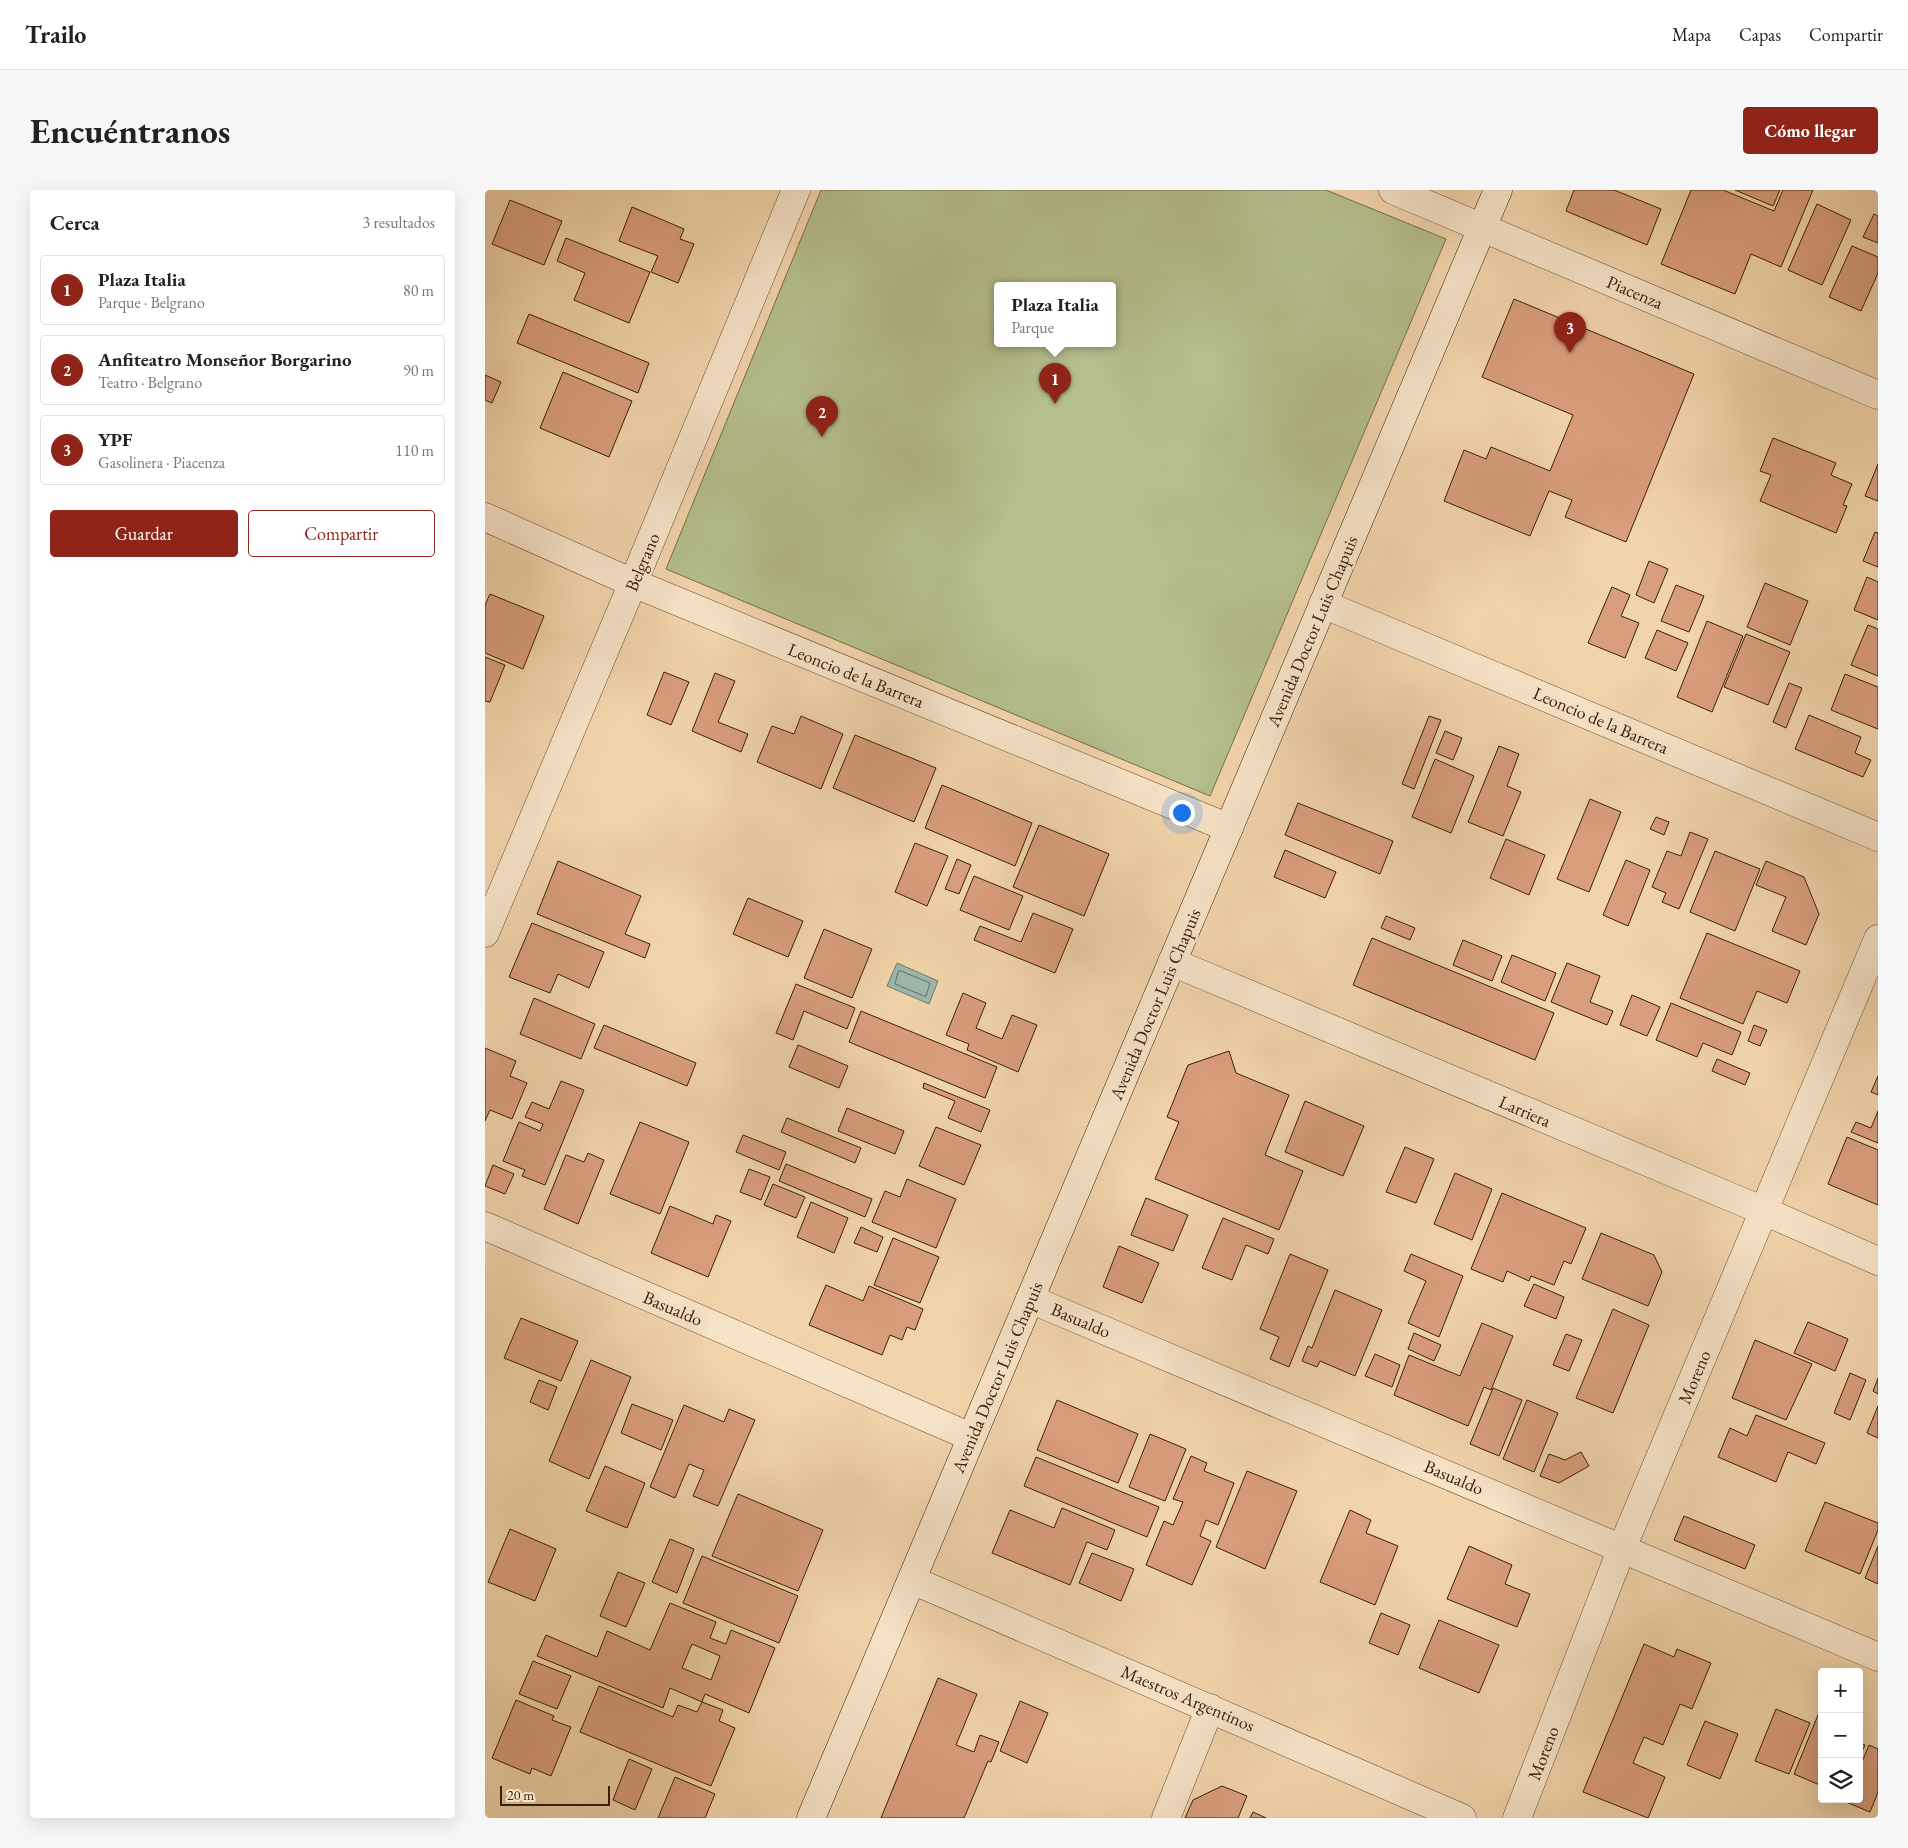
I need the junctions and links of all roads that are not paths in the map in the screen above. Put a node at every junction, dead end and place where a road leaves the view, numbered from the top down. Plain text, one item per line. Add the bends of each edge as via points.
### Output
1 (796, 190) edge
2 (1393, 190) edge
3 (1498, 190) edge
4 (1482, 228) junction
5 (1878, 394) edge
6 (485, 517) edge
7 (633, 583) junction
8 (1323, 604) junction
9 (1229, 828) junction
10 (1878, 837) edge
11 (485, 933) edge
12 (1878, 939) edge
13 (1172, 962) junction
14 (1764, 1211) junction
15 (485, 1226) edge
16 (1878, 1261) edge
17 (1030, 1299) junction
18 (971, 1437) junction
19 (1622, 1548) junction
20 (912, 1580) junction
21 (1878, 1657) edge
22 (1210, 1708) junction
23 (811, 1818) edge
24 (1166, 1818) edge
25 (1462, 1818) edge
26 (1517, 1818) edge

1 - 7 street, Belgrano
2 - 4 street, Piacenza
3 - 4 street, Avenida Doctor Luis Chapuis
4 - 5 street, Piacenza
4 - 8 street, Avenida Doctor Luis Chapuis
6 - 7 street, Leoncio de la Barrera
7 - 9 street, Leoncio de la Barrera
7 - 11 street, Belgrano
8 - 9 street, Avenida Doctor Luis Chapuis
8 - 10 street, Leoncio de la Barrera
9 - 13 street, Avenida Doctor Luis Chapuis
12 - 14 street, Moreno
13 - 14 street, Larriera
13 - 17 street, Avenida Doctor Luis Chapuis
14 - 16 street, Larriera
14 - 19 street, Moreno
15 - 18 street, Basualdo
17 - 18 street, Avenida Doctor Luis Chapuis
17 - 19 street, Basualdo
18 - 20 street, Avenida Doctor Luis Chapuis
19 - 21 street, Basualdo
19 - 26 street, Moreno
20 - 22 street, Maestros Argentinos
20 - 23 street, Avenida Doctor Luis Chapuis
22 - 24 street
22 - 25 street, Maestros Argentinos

━━━

Read the lines above. Gather those in which the string "Doctor" is found.

OUTPUT BELOW
3 - 4 street, Avenida Doctor Luis Chapuis
4 - 8 street, Avenida Doctor Luis Chapuis
8 - 9 street, Avenida Doctor Luis Chapuis
9 - 13 street, Avenida Doctor Luis Chapuis
13 - 17 street, Avenida Doctor Luis Chapuis
17 - 18 street, Avenida Doctor Luis Chapuis
18 - 20 street, Avenida Doctor Luis Chapuis
20 - 23 street, Avenida Doctor Luis Chapuis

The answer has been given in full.